→ **Data to process**:

"""

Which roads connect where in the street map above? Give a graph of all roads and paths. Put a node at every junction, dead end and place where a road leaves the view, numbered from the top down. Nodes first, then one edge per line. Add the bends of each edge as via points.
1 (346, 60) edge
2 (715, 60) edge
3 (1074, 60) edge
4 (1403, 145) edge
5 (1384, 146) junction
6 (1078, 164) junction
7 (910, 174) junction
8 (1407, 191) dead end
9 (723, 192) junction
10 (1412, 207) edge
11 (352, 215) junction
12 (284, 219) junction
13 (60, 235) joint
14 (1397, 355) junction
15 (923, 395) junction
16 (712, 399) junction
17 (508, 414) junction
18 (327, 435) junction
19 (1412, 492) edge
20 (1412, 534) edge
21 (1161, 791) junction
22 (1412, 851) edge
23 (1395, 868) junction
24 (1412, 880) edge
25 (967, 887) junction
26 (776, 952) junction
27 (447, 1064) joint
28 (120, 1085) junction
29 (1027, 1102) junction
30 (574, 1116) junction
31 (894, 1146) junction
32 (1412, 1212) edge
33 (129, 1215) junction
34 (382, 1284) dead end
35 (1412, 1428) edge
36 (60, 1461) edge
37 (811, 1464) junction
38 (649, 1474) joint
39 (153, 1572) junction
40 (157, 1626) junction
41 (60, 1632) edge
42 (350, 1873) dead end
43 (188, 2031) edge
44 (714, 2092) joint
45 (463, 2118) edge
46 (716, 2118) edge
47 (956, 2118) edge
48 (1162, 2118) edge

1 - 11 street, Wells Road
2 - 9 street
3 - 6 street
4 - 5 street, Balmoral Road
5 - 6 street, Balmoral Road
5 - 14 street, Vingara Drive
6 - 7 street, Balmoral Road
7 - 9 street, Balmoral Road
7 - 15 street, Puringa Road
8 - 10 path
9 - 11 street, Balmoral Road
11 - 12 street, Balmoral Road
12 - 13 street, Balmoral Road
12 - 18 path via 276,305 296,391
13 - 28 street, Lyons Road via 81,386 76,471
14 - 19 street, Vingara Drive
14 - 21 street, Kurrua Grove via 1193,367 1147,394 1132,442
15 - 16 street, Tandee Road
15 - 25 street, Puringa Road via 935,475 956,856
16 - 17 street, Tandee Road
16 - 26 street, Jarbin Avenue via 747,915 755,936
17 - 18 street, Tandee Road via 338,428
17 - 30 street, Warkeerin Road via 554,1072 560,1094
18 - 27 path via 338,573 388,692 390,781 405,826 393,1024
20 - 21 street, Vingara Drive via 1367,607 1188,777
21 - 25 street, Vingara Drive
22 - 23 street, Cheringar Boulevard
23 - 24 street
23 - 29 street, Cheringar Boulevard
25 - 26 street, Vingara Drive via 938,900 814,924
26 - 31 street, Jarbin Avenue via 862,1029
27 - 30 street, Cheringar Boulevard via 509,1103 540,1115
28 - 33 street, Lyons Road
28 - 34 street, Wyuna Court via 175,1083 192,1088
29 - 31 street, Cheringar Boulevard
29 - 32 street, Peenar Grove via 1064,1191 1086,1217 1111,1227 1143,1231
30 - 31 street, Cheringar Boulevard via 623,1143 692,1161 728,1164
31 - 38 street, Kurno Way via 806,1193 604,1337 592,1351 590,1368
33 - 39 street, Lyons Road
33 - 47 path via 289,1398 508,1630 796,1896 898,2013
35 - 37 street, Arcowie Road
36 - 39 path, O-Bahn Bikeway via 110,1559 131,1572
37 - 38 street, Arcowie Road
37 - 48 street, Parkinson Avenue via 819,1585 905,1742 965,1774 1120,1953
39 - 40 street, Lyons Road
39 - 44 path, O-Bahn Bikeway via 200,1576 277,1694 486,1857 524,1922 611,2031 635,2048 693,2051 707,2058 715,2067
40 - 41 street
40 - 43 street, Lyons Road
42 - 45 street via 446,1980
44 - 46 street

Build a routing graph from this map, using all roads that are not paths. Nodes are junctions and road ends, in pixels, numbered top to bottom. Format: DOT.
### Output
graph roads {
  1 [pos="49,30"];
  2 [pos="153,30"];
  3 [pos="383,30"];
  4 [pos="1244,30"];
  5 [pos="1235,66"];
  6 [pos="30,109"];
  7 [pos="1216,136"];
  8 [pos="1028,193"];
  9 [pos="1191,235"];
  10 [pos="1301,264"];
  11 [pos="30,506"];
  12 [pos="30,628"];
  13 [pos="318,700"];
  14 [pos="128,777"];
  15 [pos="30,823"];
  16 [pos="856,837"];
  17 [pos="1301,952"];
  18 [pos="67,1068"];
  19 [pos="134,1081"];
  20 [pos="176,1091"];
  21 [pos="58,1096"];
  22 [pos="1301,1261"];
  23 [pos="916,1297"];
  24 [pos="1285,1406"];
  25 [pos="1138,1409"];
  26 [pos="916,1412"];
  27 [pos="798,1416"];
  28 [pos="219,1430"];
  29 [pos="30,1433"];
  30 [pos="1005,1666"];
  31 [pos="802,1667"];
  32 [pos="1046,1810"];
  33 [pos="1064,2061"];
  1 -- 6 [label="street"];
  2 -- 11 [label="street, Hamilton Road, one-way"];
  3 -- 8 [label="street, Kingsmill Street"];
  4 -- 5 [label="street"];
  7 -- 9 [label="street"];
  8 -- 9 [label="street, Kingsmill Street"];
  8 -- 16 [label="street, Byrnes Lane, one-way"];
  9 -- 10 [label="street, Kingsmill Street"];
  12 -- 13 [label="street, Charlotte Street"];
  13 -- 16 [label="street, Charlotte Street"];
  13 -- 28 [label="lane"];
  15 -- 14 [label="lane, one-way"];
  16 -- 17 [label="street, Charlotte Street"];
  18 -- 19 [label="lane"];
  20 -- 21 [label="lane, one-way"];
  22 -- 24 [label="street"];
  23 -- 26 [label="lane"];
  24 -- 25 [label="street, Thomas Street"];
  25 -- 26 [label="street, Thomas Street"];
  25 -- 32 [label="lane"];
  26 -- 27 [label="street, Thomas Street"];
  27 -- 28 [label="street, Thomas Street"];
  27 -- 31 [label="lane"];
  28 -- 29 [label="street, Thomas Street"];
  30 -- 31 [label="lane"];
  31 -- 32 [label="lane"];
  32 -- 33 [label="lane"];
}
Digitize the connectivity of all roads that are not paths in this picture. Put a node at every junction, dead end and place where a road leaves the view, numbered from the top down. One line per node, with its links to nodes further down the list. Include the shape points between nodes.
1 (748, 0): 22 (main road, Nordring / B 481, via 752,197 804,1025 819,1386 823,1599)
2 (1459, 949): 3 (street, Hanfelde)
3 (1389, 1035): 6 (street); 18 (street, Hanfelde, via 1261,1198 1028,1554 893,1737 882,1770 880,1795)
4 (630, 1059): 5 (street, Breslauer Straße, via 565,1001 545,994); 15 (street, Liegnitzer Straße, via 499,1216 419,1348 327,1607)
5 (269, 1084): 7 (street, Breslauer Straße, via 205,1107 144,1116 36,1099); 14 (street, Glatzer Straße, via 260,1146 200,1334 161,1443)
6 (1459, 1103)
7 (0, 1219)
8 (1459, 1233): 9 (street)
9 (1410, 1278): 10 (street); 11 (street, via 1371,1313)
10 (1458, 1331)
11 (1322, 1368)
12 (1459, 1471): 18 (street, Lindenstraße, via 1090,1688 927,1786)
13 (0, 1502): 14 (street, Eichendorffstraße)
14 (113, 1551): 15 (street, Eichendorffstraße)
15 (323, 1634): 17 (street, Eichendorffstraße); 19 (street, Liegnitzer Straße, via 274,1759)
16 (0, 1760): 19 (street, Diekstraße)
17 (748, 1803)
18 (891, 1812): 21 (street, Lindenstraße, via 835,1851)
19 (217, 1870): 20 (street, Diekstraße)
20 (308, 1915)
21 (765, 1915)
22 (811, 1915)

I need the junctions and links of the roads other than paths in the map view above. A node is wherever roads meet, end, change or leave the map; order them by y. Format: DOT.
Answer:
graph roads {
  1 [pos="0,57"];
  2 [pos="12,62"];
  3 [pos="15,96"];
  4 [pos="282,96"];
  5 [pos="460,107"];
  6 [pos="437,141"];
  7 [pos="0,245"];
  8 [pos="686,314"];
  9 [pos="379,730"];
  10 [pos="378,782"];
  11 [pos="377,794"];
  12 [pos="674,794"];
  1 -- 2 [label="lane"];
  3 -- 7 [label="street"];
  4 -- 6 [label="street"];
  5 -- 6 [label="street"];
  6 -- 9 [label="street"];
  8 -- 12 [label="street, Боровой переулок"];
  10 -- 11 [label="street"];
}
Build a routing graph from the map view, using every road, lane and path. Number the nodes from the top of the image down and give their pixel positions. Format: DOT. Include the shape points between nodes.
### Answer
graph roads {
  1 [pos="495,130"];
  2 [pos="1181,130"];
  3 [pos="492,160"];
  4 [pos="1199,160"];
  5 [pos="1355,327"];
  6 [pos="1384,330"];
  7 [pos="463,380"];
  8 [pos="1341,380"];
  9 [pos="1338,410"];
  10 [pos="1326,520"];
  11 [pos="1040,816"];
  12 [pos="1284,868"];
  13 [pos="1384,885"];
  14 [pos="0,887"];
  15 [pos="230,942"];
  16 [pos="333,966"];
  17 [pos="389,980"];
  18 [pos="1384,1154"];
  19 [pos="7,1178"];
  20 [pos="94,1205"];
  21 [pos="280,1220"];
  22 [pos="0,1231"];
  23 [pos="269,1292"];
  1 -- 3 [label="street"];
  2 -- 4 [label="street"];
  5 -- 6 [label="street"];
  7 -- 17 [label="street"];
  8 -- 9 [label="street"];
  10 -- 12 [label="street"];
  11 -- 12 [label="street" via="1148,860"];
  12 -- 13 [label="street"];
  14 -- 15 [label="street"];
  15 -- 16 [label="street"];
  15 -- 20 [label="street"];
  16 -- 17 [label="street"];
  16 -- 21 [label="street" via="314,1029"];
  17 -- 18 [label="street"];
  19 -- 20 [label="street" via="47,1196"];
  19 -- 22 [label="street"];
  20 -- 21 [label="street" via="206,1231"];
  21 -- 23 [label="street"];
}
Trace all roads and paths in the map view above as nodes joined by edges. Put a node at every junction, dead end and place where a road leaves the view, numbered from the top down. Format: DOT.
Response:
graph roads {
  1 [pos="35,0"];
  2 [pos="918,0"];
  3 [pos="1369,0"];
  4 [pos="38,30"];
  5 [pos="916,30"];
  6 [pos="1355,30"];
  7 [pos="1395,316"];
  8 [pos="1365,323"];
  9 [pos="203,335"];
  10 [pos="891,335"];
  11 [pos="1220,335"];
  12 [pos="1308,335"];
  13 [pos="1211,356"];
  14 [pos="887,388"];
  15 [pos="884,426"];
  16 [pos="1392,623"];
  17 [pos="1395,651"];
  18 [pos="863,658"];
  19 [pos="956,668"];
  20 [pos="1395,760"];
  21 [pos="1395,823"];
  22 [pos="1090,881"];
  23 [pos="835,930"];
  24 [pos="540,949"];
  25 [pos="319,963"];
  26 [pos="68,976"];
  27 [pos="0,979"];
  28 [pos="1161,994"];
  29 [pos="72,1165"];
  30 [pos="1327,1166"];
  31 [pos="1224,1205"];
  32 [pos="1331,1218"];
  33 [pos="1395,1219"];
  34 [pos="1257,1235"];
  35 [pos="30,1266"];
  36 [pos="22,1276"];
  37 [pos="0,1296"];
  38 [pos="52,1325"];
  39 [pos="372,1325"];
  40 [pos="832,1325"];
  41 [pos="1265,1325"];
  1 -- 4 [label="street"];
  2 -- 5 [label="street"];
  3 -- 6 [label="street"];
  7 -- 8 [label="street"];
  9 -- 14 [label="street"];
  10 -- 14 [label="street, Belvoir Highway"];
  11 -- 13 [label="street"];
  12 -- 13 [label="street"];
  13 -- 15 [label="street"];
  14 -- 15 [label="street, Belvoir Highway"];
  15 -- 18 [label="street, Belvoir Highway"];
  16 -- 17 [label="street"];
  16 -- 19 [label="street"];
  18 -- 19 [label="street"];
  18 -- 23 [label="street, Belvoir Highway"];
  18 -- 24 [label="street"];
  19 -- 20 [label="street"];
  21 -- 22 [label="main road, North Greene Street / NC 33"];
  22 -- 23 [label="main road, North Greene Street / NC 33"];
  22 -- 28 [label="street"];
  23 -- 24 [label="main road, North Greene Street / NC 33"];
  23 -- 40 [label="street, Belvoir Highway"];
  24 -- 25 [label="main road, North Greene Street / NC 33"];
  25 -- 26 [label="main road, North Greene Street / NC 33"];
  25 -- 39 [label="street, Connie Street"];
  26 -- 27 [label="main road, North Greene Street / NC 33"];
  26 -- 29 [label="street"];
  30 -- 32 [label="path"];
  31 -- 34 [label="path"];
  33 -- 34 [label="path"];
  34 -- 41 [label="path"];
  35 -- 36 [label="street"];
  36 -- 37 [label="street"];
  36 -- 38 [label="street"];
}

"""

→ **The task**: The answer is a count and nothing more: lines above that contain "Lindenstraße".

→ **Result**: 2